Though Nero now raged without restraint, and every day steeped his hands more and more in bloodshed, Tacitus does not look upon it as certain, that he had the city set on fire: on the contrary, he takes it for an idle rumour. It looks like Nero’s madness, that during the fire he got up upon the tower of Mæcenas, and in the attire of a tragedian sang the Ἰλίου ἅλωσις to the lyre: at all events, it may have been a welcome thing to him to be now able to build Rome anew. This fire, which lasted six whole days, is of very great importance in history: an immense number of monuments of every kind, historical records, works of art, and libraries, utterly perished; the larger half of Rome was destroyed, or at least very much damaged; the streets were all laid out in straight lines, and made broader, and they were built up in a new style, which gave the city quite a different appearance. The great fire at Constantinople, under Leo Macellas[41] in the fifth century of our era, has likewise had a most ruinous effect on Greek literature.
After this fire, Nero gave loose to his boundless prodigality and love of building; and for this purpose he extorted money from the whole of the Roman world. He built, what is called his “Golden Palace,” which extended from the Palatine, where afterwards the temple of Venus and Roma[42] was erected by Hadrian, to the baths of Titus, which, to speak more correctly, are those of Trajan: Vespasian had it destroyed for the sake of the remembrances connected with it. Some parts of the walls may still be found in the substructions of the baths of Titus: it was a most beautiful pile of masonry, with a coating of the finest marble: we are to imagine it to have been like a fairy palace in an eastern dream.
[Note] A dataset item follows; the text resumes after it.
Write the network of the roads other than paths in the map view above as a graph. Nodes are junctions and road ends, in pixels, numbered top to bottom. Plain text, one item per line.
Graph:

After this, Nero also had Seneca executed, whose manly end somewhat redeems the weakness of his life. Bareas Soranus and Thrasea Pætus were likewise made to die: the latter was preceded by his wife Arria, who gave him the example of a courageous death.
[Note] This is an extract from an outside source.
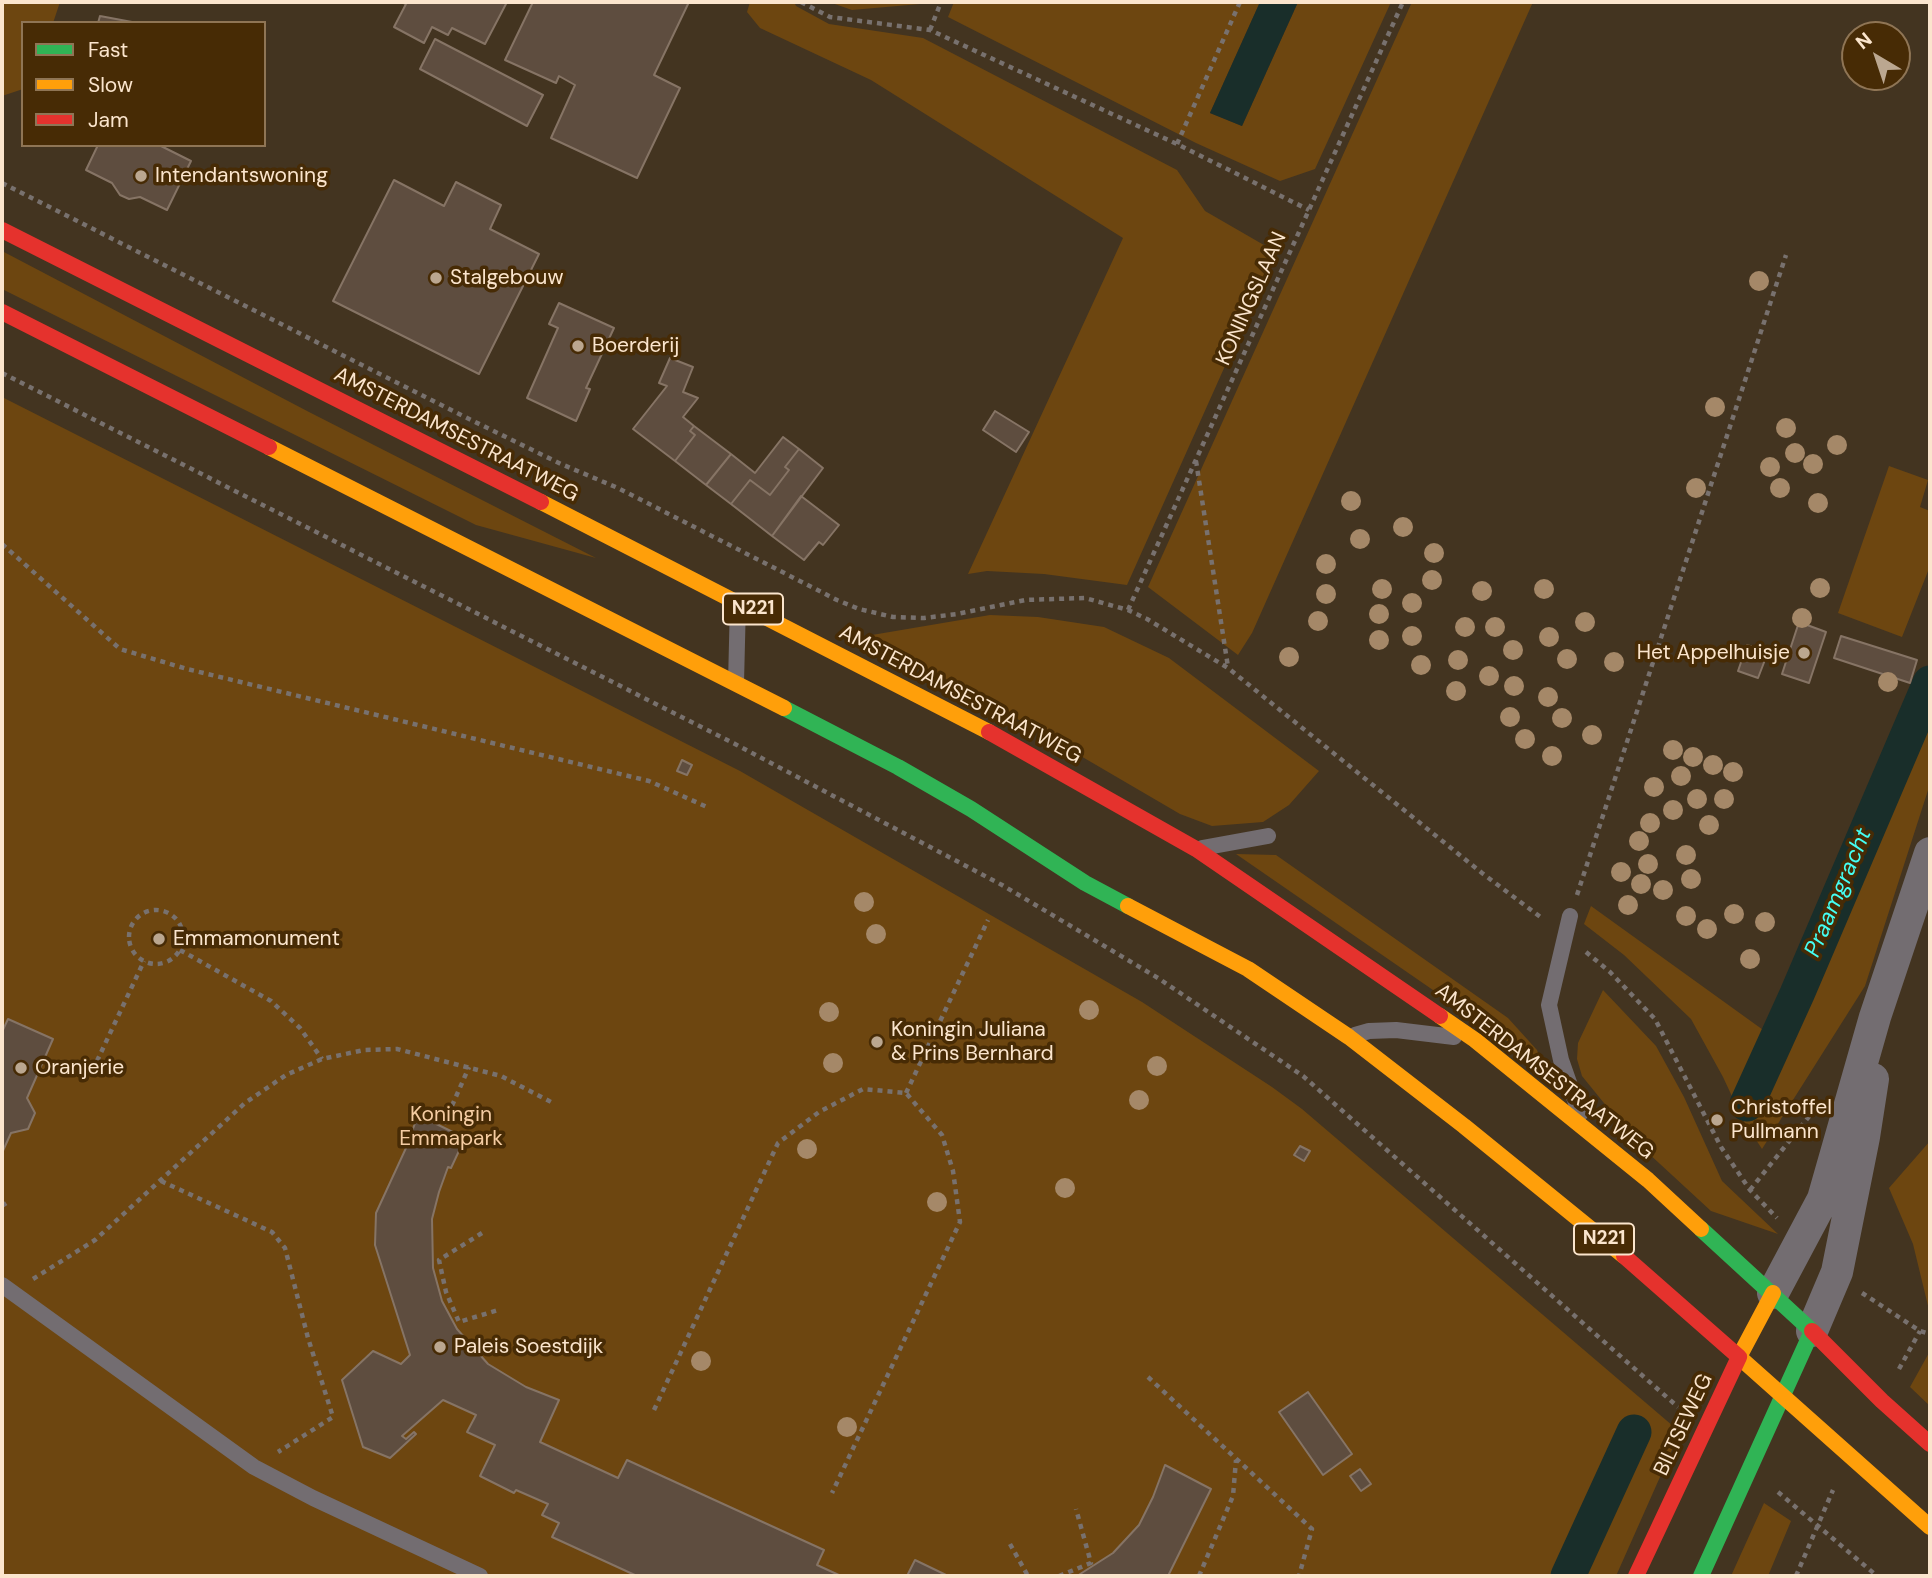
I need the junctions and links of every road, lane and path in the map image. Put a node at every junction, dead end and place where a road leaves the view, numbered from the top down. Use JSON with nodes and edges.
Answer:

In Nero’s days, the Roman empire had not such rest as under Claudius. During the reign of the latter, the Romans had carried on wars in Britain, where they had established themselves, and had reduced a large part of the country into the form of a Roman province. From the despair of the Britons, we may see that the condition of a province, while it was yet new, and especially in a poor country, was one of great hardship; for it was only by great extortion that anything worth naming could be wrung from it. Hence arose the insurrection of the Britons under the great queen Boudicea as Tacitus calls her; according to Dio Cassius, Bunduica. This war at first was disastrous, and, to say the least, very serious indeed: the Romans were utterly beaten; their fortresses were demolished, two of their towns were taken, and many of them were slain. Suetonius Paullinus at last with great difficulty crushed the rebellion; Boudicea killed herself, and the Britons again bowed beneath the Roman yoke. Thus that outbreak paved the way for the complete conquest of Britain; and the Romans were now already masters of England, with the exception of Yorkshire and Lancashire, and the northern provinces: Anglesea also was Roman.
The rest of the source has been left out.